- [Data supplied]:

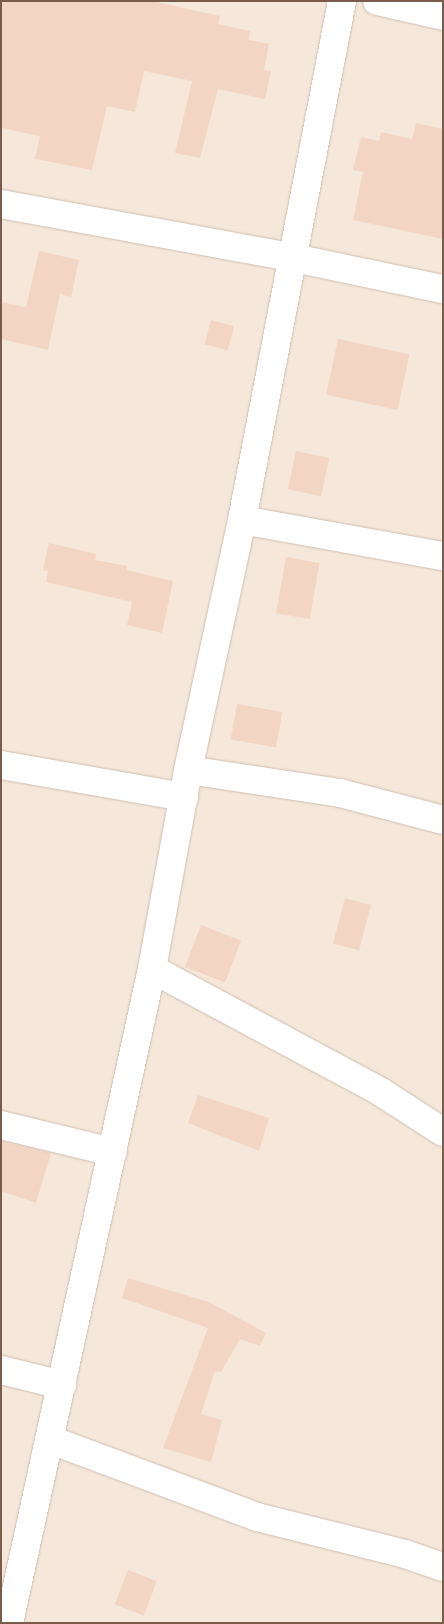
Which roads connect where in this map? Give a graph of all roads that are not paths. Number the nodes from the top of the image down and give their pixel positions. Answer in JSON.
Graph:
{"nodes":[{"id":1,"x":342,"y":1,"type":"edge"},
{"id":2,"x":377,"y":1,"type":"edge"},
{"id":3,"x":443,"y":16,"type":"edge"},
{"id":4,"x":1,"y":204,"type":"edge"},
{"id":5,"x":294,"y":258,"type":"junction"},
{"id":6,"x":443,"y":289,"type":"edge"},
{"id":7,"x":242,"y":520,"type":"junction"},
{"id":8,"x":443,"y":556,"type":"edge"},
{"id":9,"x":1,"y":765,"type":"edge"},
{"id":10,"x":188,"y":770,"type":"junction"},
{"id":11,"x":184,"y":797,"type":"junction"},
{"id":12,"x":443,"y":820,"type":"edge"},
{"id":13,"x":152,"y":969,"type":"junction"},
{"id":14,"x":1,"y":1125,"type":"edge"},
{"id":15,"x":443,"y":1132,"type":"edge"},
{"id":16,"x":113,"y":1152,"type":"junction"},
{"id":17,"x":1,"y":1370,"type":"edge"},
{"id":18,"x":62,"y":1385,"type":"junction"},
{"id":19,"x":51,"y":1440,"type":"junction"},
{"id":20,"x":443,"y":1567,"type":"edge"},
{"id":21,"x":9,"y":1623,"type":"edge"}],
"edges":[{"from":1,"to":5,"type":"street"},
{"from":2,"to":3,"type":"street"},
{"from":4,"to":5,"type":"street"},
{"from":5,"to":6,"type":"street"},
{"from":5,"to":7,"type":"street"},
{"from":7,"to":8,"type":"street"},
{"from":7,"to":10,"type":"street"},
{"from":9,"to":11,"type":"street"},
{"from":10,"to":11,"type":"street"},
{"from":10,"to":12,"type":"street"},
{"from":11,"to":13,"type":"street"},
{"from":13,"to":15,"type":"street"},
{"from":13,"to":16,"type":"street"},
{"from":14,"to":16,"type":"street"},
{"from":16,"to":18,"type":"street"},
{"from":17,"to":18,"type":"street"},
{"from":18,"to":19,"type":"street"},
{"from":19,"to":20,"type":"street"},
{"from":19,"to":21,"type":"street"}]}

- [Exercise aim]: Word for word, repeat the lines of data above, omitting every picture.

- [Response to the task]:
Which roads connect where in this map? Give a graph of all roads that are not paths. Number the nodes from the top of the image down and give their pixel positions. Answer in JSON.
Graph:
{"nodes":[{"id":1,"x":342,"y":1,"type":"edge"},
{"id":2,"x":377,"y":1,"type":"edge"},
{"id":3,"x":443,"y":16,"type":"edge"},
{"id":4,"x":1,"y":204,"type":"edge"},
{"id":5,"x":294,"y":258,"type":"junction"},
{"id":6,"x":443,"y":289,"type":"edge"},
{"id":7,"x":242,"y":520,"type":"junction"},
{"id":8,"x":443,"y":556,"type":"edge"},
{"id":9,"x":1,"y":765,"type":"edge"},
{"id":10,"x":188,"y":770,"type":"junction"},
{"id":11,"x":184,"y":797,"type":"junction"},
{"id":12,"x":443,"y":820,"type":"edge"},
{"id":13,"x":152,"y":969,"type":"junction"},
{"id":14,"x":1,"y":1125,"type":"edge"},
{"id":15,"x":443,"y":1132,"type":"edge"},
{"id":16,"x":113,"y":1152,"type":"junction"},
{"id":17,"x":1,"y":1370,"type":"edge"},
{"id":18,"x":62,"y":1385,"type":"junction"},
{"id":19,"x":51,"y":1440,"type":"junction"},
{"id":20,"x":443,"y":1567,"type":"edge"},
{"id":21,"x":9,"y":1623,"type":"edge"}],
"edges":[{"from":1,"to":5,"type":"street"},
{"from":2,"to":3,"type":"street"},
{"from":4,"to":5,"type":"street"},
{"from":5,"to":6,"type":"street"},
{"from":5,"to":7,"type":"street"},
{"from":7,"to":8,"type":"street"},
{"from":7,"to":10,"type":"street"},
{"from":9,"to":11,"type":"street"},
{"from":10,"to":11,"type":"street"},
{"from":10,"to":12,"type":"street"},
{"from":11,"to":13,"type":"street"},
{"from":13,"to":15,"type":"street"},
{"from":13,"to":16,"type":"street"},
{"from":14,"to":16,"type":"street"},
{"from":16,"to":18,"type":"street"},
{"from":17,"to":18,"type":"street"},
{"from":18,"to":19,"type":"street"},
{"from":19,"to":20,"type":"street"},
{"from":19,"to":21,"type":"street"}]}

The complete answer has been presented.